Segment Start: Source data

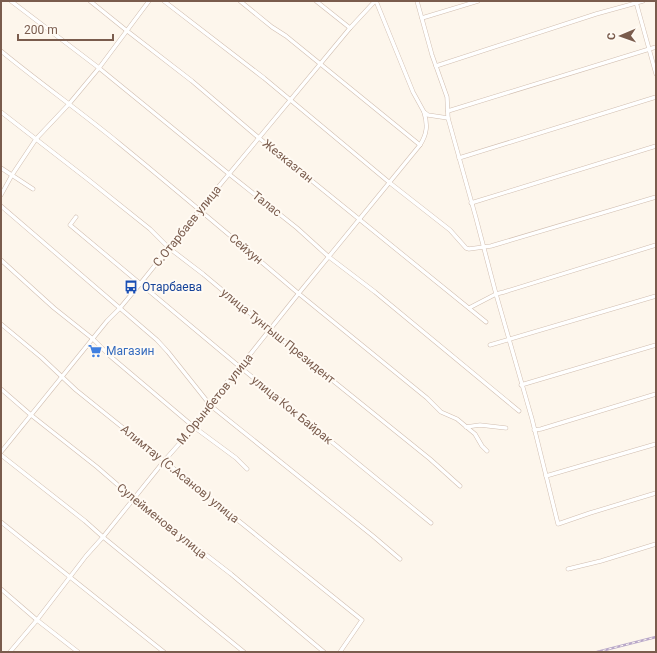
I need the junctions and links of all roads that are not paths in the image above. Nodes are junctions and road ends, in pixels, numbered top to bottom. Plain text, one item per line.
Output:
1 (11, 1) edge
2 (90, 1) edge
3 (149, 1) edge
4 (164, 1) edge
5 (240, 1) edge
6 (316, 1) edge
7 (375, 1) edge
8 (417, 1) edge
9 (478, 1) edge
10 (642, 1) edge
11 (636, 2) edge
12 (422, 18) junction
13 (350, 28) junction
14 (126, 30) junction
15 (656, 47) edge
16 (649, 49) junction
17 (1, 51) edge
18 (320, 64) junction
19 (436, 66) junction
20 (99, 68) junction
21 (656, 74) edge
22 (656, 97) edge
23 (290, 100) junction
24 (69, 104) junction
25 (448, 111) junction
26 (1, 112) edge
27 (424, 112) junction
28 (448, 118) junction
29 (259, 138) junction
30 (36, 139) junction
31 (420, 145) junction
32 (656, 146) edge
33 (459, 158) junction
34 (1, 168) edge
35 (229, 174) junction
36 (12, 175) junction
37 (390, 183) junction
38 (33, 189) dead end
39 (1, 195) edge
40 (656, 197) edge
41 (471, 203) junction
42 (1, 206) edge
43 (200, 209) junction
44 (76, 217) dead end
45 (360, 219) junction
46 (656, 245) edge
47 (483, 247) junction
48 (169, 248) junction
49 (329, 257) junction
50 (1, 260) edge
51 (140, 284) junction
52 (299, 293) junction
53 (496, 294) junction
54 (656, 296) edge
55 (120, 308) junction
56 (469, 308) junction
57 (486, 322) dead end
58 (1, 324) edge
59 (270, 330) junction
60 (93, 339) junction
61 (508, 340) junction
62 (656, 344) edge
63 (490, 345) dead end
64 (240, 367) junction
65 (62, 378) junction
66 (521, 385) junction
67 (1, 389) edge
68 (656, 394) edge
69 (211, 406) junction
70 (519, 411) dead end
71 (31, 415) junction
72 (194, 427) junction
73 (466, 427) junction
74 (506, 428) dead end
75 (534, 430) junction
76 (656, 444) edge
77 (487, 451) dead end
78 (1, 453) edge
79 (164, 461) junction
80 (246, 469) dead end
81 (546, 476) junction
82 (460, 486) dead end
83 (656, 493) edge
84 (134, 499) junction
85 (1, 522) edge
86 (431, 524) dead end
87 (103, 537) junction
88 (656, 544) edge
89 (400, 559) dead end
90 (568, 569) dead end
91 (70, 577) junction
92 (1, 589) edge
93 (37, 620) junction
94 (10, 652) edge
95 (78, 652) edge
96 (164, 652) edge
97 (244, 652) edge
98 (324, 652) edge
99 (340, 652) edge

1 - 20 street, Талас
2 - 14 street, Жезказган
3 - 14 street
4 - 23 street
5 - 18 street
6 - 13 street
7 - 13 street, С.Отарбаев улица
7 - 27 street
8 - 12 street
9 - 12 street
10 - 11 street
11 - 16 street
11 - 19 street
12 - 19 street
13 - 18 street, С.Отарбаев улица
14 - 20 street
14 - 29 street, Жезказган
15 - 16 street
16 - 21 street
16 - 25 street
17 - 24 street, Сейхун
18 - 23 street, С.Отарбаев улица
18 - 31 street
19 - 25 street
20 - 24 street
20 - 35 street, Талас
22 - 33 street
23 - 29 street, С.Отарбаев улица
23 - 37 street
24 - 30 street
24 - 43 street, Сейхун
25 - 28 street
26 - 30 street, улица Тунгыш Президент
27 - 28 street
27 - 31 street
28 - 33 street
29 - 35 street, С.Отарбаев улица
29 - 45 street, Жезказган
30 - 36 street
30 - 48 street, улица Тунгыш Президент
31 - 37 street, М.Орынбетов улица
32 - 41 street
33 - 41 street
34 - 36 street
35 - 43 street, С.Отарбаев улица
35 - 49 street, Талас
36 - 38 street
36 - 39 street
37 - 45 street, М.Орынбетов улица
37 - 47 street
40 - 47 street
41 - 47 street
42 - 55 street
43 - 48 street, С.Отарбаев улица
43 - 52 street, Сейхун
44 - 51 street, улица Кок Байрак
45 - 49 street, М.Орынбетов улица
45 - 56 street, Жезказган
46 - 53 street
47 - 53 street
48 - 51 street, С.Отарбаев улица
48 - 59 street, улица Тунгыш Президент
49 - 52 street, М.Орынбетов улица
49 - 70 street, Талас
50 - 60 street
51 - 55 street, С.Отарбаев улица
51 - 64 street, улица Кок Байрак
52 - 59 street, М.Орынбетов улица
52 - 73 street, Сейхун
53 - 56 street
53 - 61 street
54 - 61 street
55 - 60 street, С.Отарбаев улица
55 - 69 street
56 - 57 street, Жезказган
58 - 65 street, Алимтау (С.Асанов) улица
59 - 64 street, М.Орынбетов улица
59 - 82 street, улица Тунгыш Президент
60 - 65 street, С.Отарбаев улица
60 - 72 street
61 - 63 street
61 - 66 street
62 - 66 street
64 - 69 street, М.Орынбетов улица
64 - 86 street, улица Кок Байрак
65 - 71 street, С.Отарбаев улица
65 - 79 street, Алимтау (С.Асанов) улица
66 - 75 street
67 - 71 street, Сулейменова улица
68 - 75 street
69 - 72 street, М.Орынбетов улица
69 - 89 street
71 - 78 street, С.Отарбаев улица
71 - 84 street, Сулейменова улица
72 - 79 street, М.Орынбетов улица
72 - 80 street
73 - 74 street
73 - 77 street, Сейхун
75 - 81 street
76 - 81 street
78 - 87 street
79 - 84 street, М.Орынбетов улица
79 - 99 street, Алимтау (С.Асанов) улица
81 - 83 street
84 - 87 street, М.Орынбетов улица
84 - 98 street, Сулейменова улица
85 - 91 street
87 - 91 street, М.Орынбетов улица
87 - 97 street
88 - 90 street
91 - 93 street, М.Орынбетов улица
91 - 96 street
92 - 93 street
93 - 94 street, М.Орынбетов улица
93 - 95 street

Segment End: Source data

- [What you have to do]: In the entries above, work out how many lines contain the string "Байрак", and give only that number.

- [Exercise answer]: 3